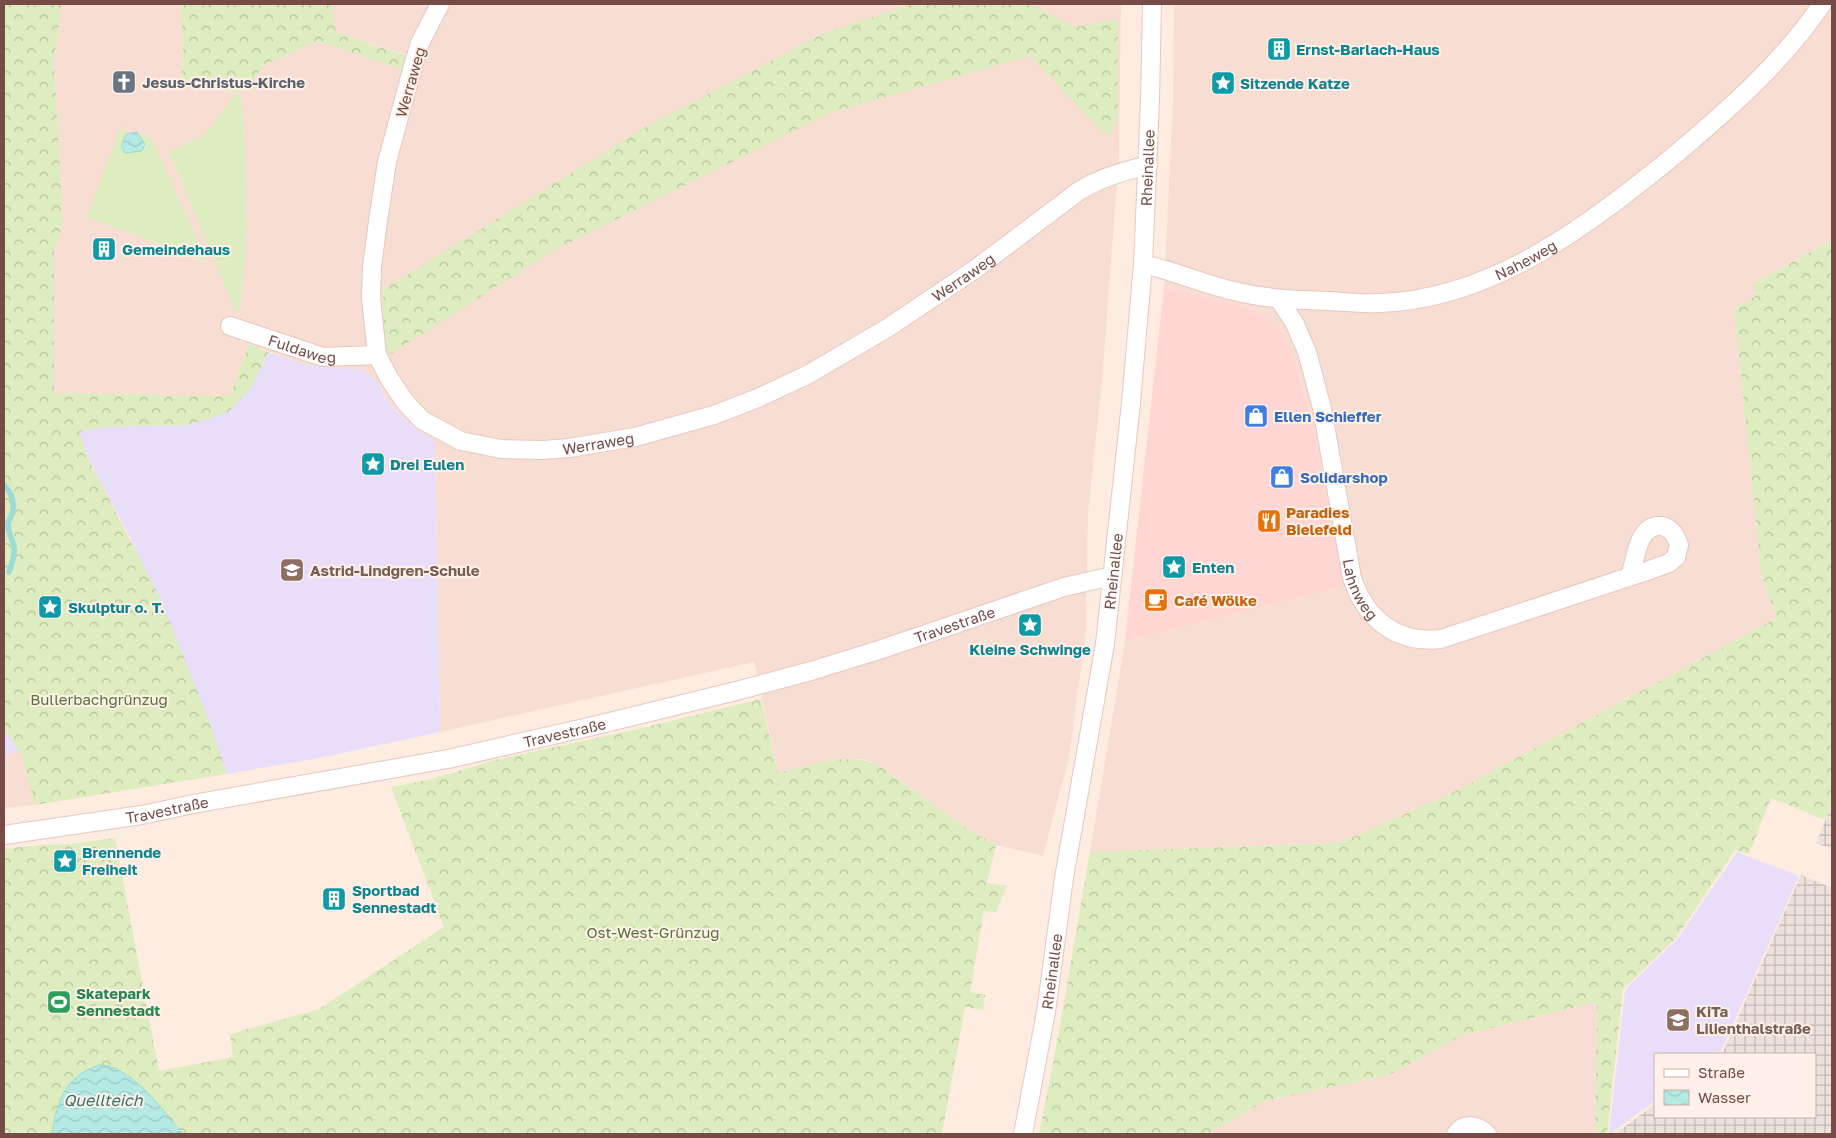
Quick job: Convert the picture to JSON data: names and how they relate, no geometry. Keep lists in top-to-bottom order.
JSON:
{
  "streets": {
    "street": [
      "Werraweg",
      "Rheinallee",
      "Naheweg",
      "Fuldaweg",
      "Lahnweg",
      "Travestraße"
    ]
  },
  "crossings": [
    ["Werraweg", "Rheinallee"],
    ["Werraweg", "Fuldaweg"],
    ["Rheinallee", "Naheweg"],
    ["Rheinallee", "Travestraße"],
    ["Naheweg", "Lahnweg"]
  ],
  "water": ["Quellteich"],
  "parks": ["Bullerbachgrünzug", "Ost-West-Grünzug"],
  "places": {
    "building": ["Ernst-Barlach-Haus", "Gemeindehaus", "Sportbad Sennestadt"],
    "church": ["Jesus-Christus-Kirche"],
    "place": [
      "Sitzende Katze",
      "Drei Eulen",
      "Enten",
      "Skulptur o. T.",
      "Kleine Schwinge",
      "Brennende Freiheit"
    ],
    "shop": ["Ellen Schieffer", "Solidarshop"],
    "restaurant": ["Paradies Bielefeld"],
    "school or university": ["Astrid-Lindgren-Schule", "KiTa Lilienthalstraße"],
    "cafe": ["Café Wölke"],
    "sports": ["Skatepark Sennestadt"]
  },
  "legend": ["Straße", "Wasser"]
}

-- -- --

### ABOUT THIS EXERCISE
Exactly one number is the answer: how many lines of the entries contain the string "Sennestadt".

### TASK OUTPUT
2